Adaptive RL for robust control under dynamics shift, with a human-aware avoidance experiment.
A small, focused study of a question at the heart of deploying learned policies on real robots: what happens when the operating conditions change after training, and how do we keep the policy safe and effective?
A standard reinforcement-learning agent often learns a policy that only works well on the exact dynamics it saw during training. This project demonstrates that failure mode on a classic control task and shows that domain randomization — training across a distribution of physical parameters — produces a policy that degrades far more gracefully when the dynamics shift (model mismatch).
src/envs.py # wrapper that sets/randomizes Pendulum physics
src/train.py # train SAC (nominal or domain-randomized)
src/evaluate.py # sweep dynamics shift, plot robustness curves
src/human_aware.py # randomized human keep-out zone (observed by agent)
src/train_human_aware.py # train human-blind vs human-aware agents
src/evaluate_human_aware.py # compare time spent in the human's zone
results/ # output figures
pip install -r requirements.txt
# Experiment 1 - train both agents
python src/train.py --mode nominal --steps 60000 --out models/sac_nominal
python src/train.py --mode randomize --steps 60000 --out models/sac_robust
python src/evaluate.py --models models/sac_nominal models/sac_robust \
--labels "Nominal training" "Domain randomization" \
--out results/shift_robustness.pngThe pendulum mass is shifted away from the value the agents trained on. The nominal agent degrades sharply as the mass grows, while the domain-randomized agent stays more competitive — it generalizes to dynamics it was never trained on at that exact value.

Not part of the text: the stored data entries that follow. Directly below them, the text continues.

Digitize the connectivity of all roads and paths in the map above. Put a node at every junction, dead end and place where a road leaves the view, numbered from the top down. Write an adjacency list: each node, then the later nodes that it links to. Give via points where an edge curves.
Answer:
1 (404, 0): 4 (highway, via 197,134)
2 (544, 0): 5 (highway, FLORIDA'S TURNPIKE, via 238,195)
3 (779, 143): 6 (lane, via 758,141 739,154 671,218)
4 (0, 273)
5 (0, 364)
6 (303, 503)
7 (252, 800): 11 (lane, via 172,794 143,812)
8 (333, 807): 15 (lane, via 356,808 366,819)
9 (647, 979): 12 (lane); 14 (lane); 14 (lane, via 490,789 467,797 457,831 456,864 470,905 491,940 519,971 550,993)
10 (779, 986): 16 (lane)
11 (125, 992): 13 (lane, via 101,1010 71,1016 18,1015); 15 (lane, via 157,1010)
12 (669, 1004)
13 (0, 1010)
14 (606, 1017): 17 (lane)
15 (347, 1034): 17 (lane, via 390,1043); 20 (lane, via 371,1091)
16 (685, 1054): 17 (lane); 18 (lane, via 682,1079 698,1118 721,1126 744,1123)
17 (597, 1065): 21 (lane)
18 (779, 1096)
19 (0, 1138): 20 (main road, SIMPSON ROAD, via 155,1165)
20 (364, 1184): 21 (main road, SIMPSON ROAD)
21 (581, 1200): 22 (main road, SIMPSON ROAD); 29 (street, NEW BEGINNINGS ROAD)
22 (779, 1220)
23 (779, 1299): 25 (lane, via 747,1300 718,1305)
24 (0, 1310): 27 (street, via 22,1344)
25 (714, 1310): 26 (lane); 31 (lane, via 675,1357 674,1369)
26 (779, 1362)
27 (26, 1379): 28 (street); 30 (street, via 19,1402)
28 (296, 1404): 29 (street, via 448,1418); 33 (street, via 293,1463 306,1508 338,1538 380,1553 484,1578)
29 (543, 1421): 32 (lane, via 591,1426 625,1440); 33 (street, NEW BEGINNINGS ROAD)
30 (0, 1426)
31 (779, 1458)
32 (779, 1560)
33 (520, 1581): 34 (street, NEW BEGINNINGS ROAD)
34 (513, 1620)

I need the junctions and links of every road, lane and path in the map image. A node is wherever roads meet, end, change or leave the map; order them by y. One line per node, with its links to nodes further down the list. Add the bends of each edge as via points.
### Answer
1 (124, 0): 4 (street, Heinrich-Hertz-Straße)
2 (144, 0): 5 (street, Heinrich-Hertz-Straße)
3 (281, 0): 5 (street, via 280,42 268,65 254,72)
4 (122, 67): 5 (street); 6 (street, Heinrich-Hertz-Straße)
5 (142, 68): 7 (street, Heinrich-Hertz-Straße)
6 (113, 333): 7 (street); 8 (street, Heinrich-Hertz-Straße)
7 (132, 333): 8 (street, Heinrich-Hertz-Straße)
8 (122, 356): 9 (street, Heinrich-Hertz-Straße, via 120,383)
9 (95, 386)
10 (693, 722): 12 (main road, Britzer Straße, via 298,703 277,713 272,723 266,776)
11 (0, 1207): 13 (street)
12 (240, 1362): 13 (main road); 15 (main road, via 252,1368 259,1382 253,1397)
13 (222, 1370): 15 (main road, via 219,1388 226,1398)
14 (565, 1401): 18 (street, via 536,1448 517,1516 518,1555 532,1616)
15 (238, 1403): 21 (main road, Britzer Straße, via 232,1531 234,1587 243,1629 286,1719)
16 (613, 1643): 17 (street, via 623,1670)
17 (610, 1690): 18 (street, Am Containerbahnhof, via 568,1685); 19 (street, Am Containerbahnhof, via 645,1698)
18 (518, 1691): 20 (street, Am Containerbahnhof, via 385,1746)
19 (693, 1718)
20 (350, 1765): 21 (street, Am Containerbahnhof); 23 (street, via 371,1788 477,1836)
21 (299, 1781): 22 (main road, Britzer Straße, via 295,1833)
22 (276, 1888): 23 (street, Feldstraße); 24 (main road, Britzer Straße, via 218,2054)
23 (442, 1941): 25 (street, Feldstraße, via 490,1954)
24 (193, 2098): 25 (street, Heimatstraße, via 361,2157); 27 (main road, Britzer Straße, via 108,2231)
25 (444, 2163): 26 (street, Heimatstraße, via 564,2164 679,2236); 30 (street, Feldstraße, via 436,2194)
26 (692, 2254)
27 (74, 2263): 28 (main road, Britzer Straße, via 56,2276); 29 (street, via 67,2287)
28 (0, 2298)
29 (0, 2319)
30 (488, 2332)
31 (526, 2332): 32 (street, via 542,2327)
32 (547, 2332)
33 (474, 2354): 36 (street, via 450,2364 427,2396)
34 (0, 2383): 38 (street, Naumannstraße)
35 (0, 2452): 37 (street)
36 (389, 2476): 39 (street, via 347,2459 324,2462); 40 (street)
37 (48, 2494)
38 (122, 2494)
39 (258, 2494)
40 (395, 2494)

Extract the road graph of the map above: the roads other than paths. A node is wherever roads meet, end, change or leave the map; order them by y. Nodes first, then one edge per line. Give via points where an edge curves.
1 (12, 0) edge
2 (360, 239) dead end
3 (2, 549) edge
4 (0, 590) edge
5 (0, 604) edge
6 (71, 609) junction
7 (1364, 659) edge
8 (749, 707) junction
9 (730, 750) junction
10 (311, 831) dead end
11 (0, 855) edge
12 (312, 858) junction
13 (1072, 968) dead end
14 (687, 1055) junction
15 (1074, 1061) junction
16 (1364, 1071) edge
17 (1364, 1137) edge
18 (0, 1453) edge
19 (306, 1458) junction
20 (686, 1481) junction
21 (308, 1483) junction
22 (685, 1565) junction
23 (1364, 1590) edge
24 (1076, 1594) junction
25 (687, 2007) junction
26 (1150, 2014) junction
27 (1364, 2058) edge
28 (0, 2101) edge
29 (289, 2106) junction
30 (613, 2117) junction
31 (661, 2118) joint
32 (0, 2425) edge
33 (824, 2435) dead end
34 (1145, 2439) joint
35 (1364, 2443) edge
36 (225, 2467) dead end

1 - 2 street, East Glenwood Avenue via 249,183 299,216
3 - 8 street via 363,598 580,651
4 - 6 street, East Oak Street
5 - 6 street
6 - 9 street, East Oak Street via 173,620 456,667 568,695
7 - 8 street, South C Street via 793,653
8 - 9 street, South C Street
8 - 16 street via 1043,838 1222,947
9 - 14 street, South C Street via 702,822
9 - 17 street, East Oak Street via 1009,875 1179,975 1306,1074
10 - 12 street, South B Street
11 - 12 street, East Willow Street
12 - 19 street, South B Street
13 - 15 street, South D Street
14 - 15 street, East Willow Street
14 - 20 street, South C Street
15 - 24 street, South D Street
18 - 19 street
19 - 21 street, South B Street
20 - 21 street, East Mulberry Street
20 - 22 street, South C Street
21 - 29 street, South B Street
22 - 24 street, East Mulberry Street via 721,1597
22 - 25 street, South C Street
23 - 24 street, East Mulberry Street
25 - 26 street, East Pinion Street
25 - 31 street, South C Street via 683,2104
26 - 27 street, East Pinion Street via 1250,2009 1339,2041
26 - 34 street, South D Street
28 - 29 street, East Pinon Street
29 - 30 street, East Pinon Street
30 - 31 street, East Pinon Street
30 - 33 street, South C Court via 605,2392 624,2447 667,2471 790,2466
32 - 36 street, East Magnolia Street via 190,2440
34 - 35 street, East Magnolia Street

A randomized angular keep-out zone is added near the upright goal, standing in for a human whose position changes every episode. The human's location is appended to the observation, so the agent can see where the human is and adapt. The human-aware agent spends far less time inside the zone than a human-blind baseline, while still solving the task.
python src/train_human_aware.py --penalty 0 --steps 80000 --out models/human_blind
python src/train_human_aware.py --penalty 5 --steps 80000 --out models/human_aware
python src/evaluate_human_aware.py --models models/human_blind models/human_aware \
--labels "Human-blind" "Human-aware" \
--out results/human_avoidance.png- SAC via Stable-Baselines3. The RL algorithm is a well-tested library implementation; the contribution of this repo is the experimental study of robustness and adaptation, not a new optimizer.
- Pendulum-v1. A continuous-control benchmark with directly editable physical parameters (m, l, g), which makes the dynamics-shift experiment clean and fast to run on a laptop.
- Sweep length and gravity jointly, not just mass.
- Add online adaptation: estimate the current dynamics from recent transitions and condition the policy on that estimate.
- Replace model-free SAC with a small model-based agent that learns the dynamics and re-plans.